Vincter has made precision measurements of the electroweak force, the structure of the neutron and proton and most recently the properties of the W and Z bosons, carriers of the electroweak force. She played a leading role in the scientific development of the ATLAS collaboration, which in 2012 discovered the Higgs boson.
“It was a pleasant surprise to be asked to become one of the two deputy spokespersons of the ATLAS Collaboration,” said Vincter. “I am excited about the opportunity to contribute to the continued success of ATLAS, an experimental collaboration that has provided me and the Carleton-ATLAS team with so many opportunities. I most look forward to working with the many students and early career scientists who form the heart of ATLAS and helping them fulfil their scientific aspirations.”

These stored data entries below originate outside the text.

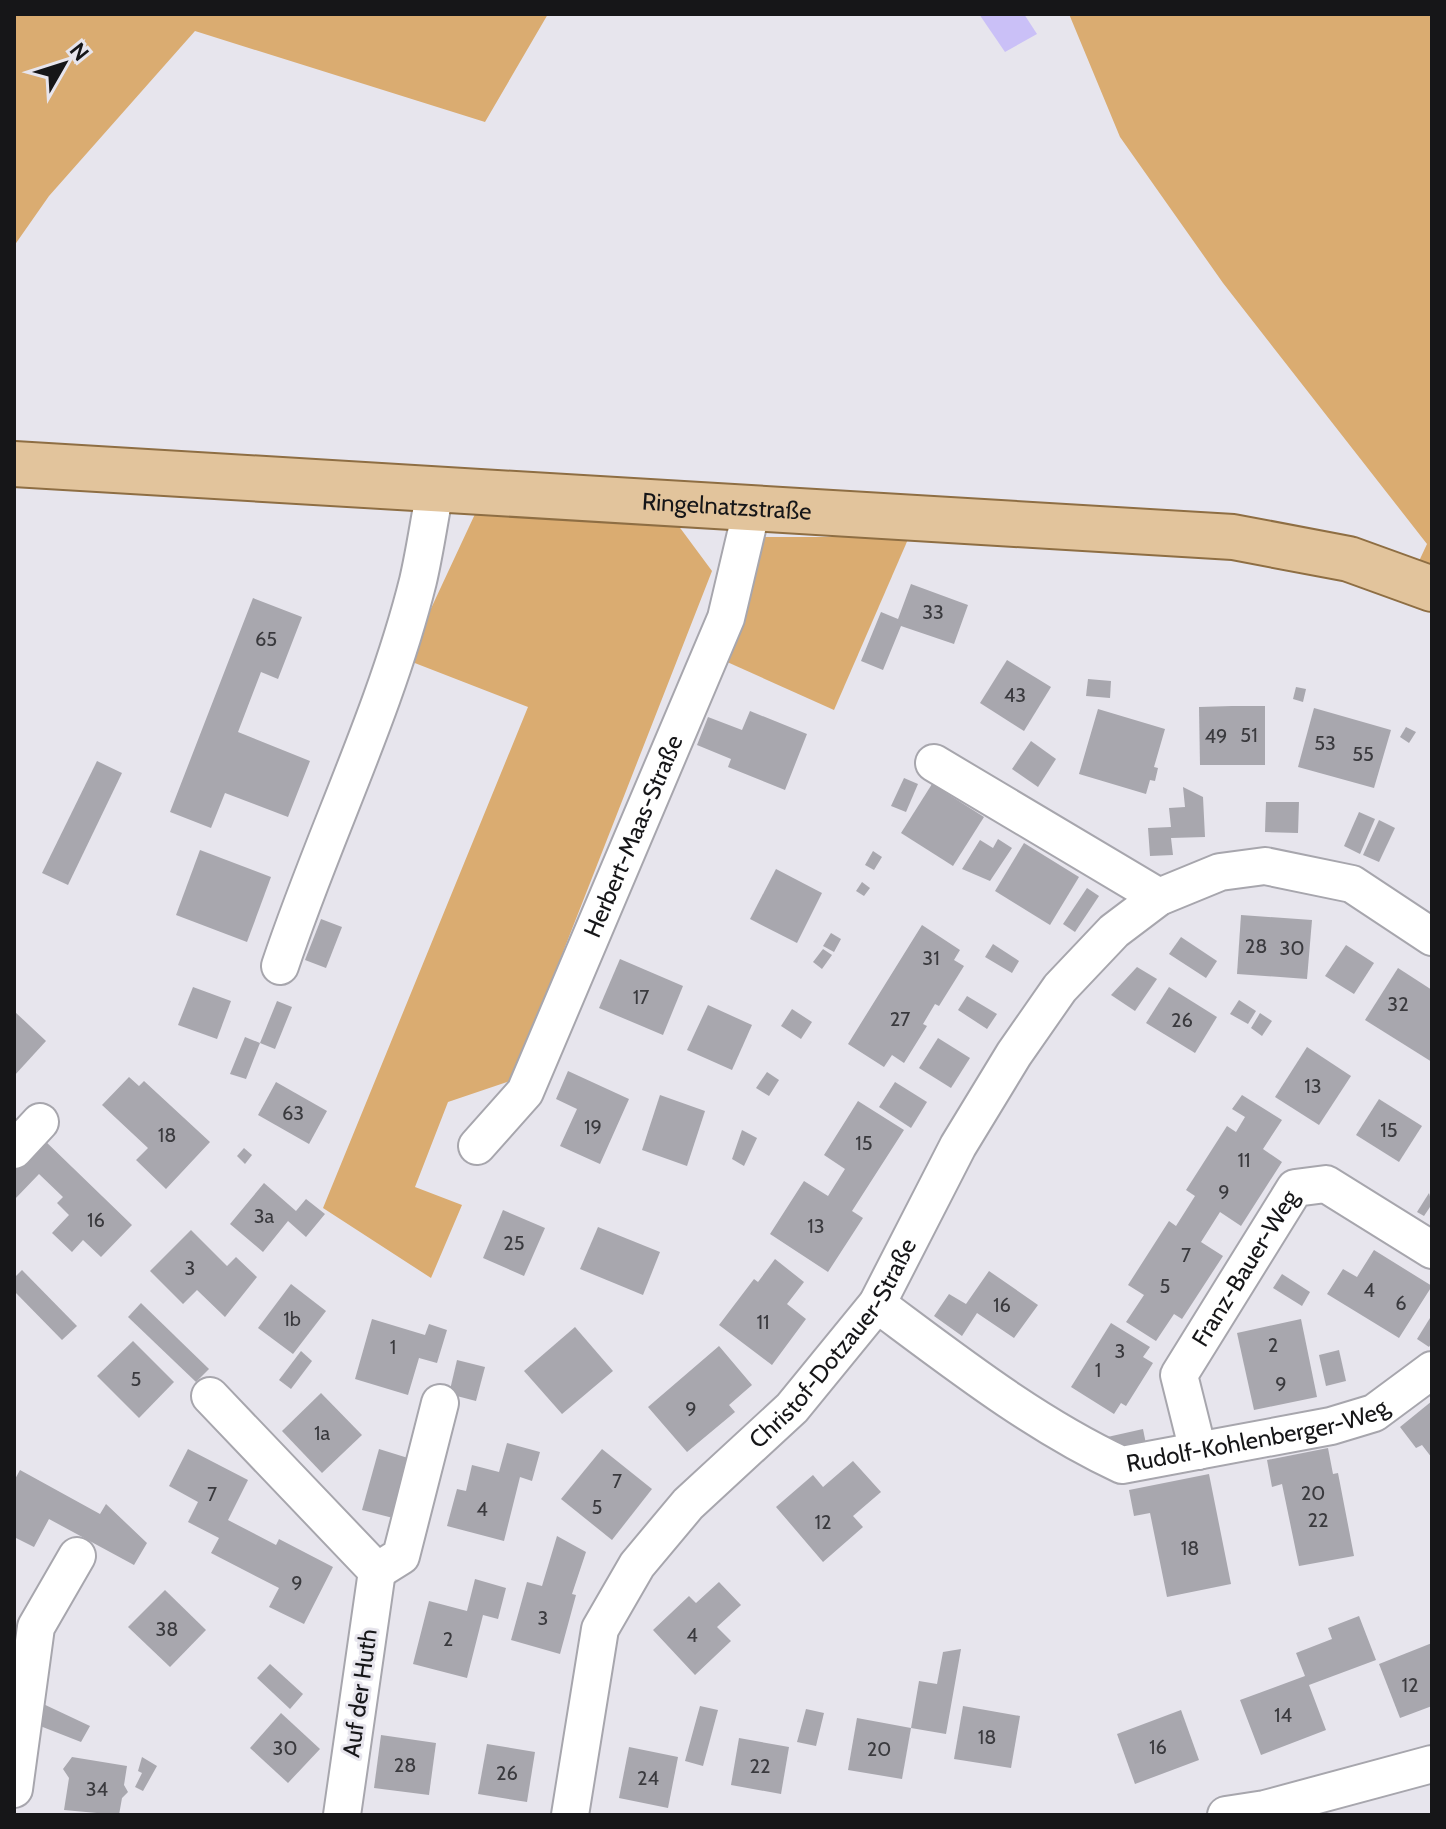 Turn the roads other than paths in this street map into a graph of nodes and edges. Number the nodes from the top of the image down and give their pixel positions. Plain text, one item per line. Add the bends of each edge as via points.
1 (14, 464) edge
2 (435, 491) junction
3 (752, 508) junction
4 (1432, 589) edge
5 (934, 763) dead end
6 (1159, 897) junction
7 (1432, 937) edge
8 (280, 966) dead end
9 (40, 1122) dead end
10 (477, 1146) dead end
11 (14, 1150) edge
12 (1432, 1250) edge
13 (877, 1304) junction
14 (1432, 1370) edge
15 (210, 1396) dead end
16 (440, 1403) dead end
17 (1198, 1451) junction
18 (77, 1556) dead end
19 (377, 1571) junction
20 (1432, 1764) edge
21 (14, 1789) edge
22 (1264, 1812) edge
23 (342, 1815) edge
24 (570, 1815) edge
25 (1226, 1815) edge

1 - 2 main road, Ringelnatzstraße
2 - 3 main road, Ringelnatzstraße
2 - 8 street via 418,582 373,720
3 - 4 main road, Ringelnatzstraße via 1233,537 1349,559
3 - 10 street, Herbert-Maas-Straße via 726,618 525,1092
5 - 6 street
6 - 7 street, Christof-Dotzauer-Straße via 1220,872 1265,866 1352,884
6 - 13 street, Christof-Dotzauer-Straße via 1114,931 1060,988 1014,1054 958,1146
9 - 11 street
12 - 17 street, Franz-Bauer-Weg via 1326,1184 1295,1188 1179,1375
13 - 17 street, Rudolf-Kohlenberger-Weg via 969,1372 1122,1465
13 - 24 street, Christof-Dotzauer-Straße via 792,1408 688,1504 637,1565 600,1629
14 - 17 street, Rudolf-Kohlenberger-Weg via 1374,1413
15 - 19 street
16 - 19 street via 401,1556
18 - 21 street via 36,1627
19 - 23 street, Auf der Huth
20 - 22 street
22 - 25 street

It will be Vincter’s responsibility to work with ATLAS stakeholders to ensure proper operation of the ATLAS detector and the quality of data for use in physics analyses. She will also work with the ATLAS Speakers’ Committee to select speakers for international conferences and engage with the team leaders of the ATLAS institutes to ensure proper implementation of responsibilities required for maintenance, operation and upgrades of the detector.
The Large Hadron Collider (LHC), part of the ATLAS project, will enter a two-year shutdown starting in January 2019 for maintenance and upgrade of critical detector components, including some involving Carleton. Given the scope of the ATLAS experiment and its close proximity to the main campus of CERN, the ATLAS experimental cavern will have visits from many world leaders and international scientific leadership representatives, as well as the media and the entertainment world.

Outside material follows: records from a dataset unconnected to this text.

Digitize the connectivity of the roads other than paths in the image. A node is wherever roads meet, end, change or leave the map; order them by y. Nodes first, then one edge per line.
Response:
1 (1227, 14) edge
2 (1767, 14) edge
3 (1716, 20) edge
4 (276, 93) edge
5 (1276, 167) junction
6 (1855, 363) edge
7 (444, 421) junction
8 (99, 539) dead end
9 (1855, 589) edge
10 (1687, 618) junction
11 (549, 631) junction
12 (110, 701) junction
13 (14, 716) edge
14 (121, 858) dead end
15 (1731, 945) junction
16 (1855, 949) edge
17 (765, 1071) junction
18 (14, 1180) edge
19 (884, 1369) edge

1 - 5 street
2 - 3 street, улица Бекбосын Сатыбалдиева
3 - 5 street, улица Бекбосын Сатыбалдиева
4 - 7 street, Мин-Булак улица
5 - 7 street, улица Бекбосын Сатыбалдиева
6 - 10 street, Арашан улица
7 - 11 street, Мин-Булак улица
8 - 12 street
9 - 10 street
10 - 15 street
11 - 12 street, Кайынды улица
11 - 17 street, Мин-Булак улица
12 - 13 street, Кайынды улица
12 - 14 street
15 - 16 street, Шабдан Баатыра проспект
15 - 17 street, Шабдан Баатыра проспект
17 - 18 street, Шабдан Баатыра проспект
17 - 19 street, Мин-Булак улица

The Canadian involvement in ATLAS and the LHC started in 1992. The Carleton-ATLAS team was a major contributor to the forward calorimeter detector, built at Carleton, which has been successfully operating in ATLAS since the start of collisions in 2009. The team is actively involved, via two major CFI awards, in constructing new sub-detector components for future upgrades of the ATLAS detector. Carleton is the lead institute in Canada for the New Small Wheel muon-system project and a leading contributor to the new Inner Tracker project. The advent of the LHC data-taking era led to growth in the team from two Carleton faculty more than 10 years ago to what is today a team of six faculty members, including Alain Bellerive, Dag Gillberg, Jesse Heilman, Gerald Oakham, Thomas Koffas, Manuella Vincter, three postdoctoral fellows and seven graduate students.
About ATLAS and CERN
The ATLAS experiment based at the CERN Laboratory in Geneva, Switzerland is an experimental particle physics endeavour that uses the high-energy proton collisions from the LHC to reproduce the conditions of the early universe less than a billionth of a second after the big bang. The ATLAS Collaboration consists of approximately 5,500 members, including close to 2,500 PhD-holding physicists and 1,700 graduate students from 231 institutes and 38 countries. In July 2012, the ATLAS Collaboration announced the observation of a new particle consistent with the long-sought after Higgs boson. This ground-breaking discovery is a significant experimental achievement of fundamental physics. The 2013 Nobel Prize in Physics was a direct consequence of this discovery. Since the start of data-taking in 2010, ATLAS has submitted or published approximately 800 peer-reviewed scientific journal articles.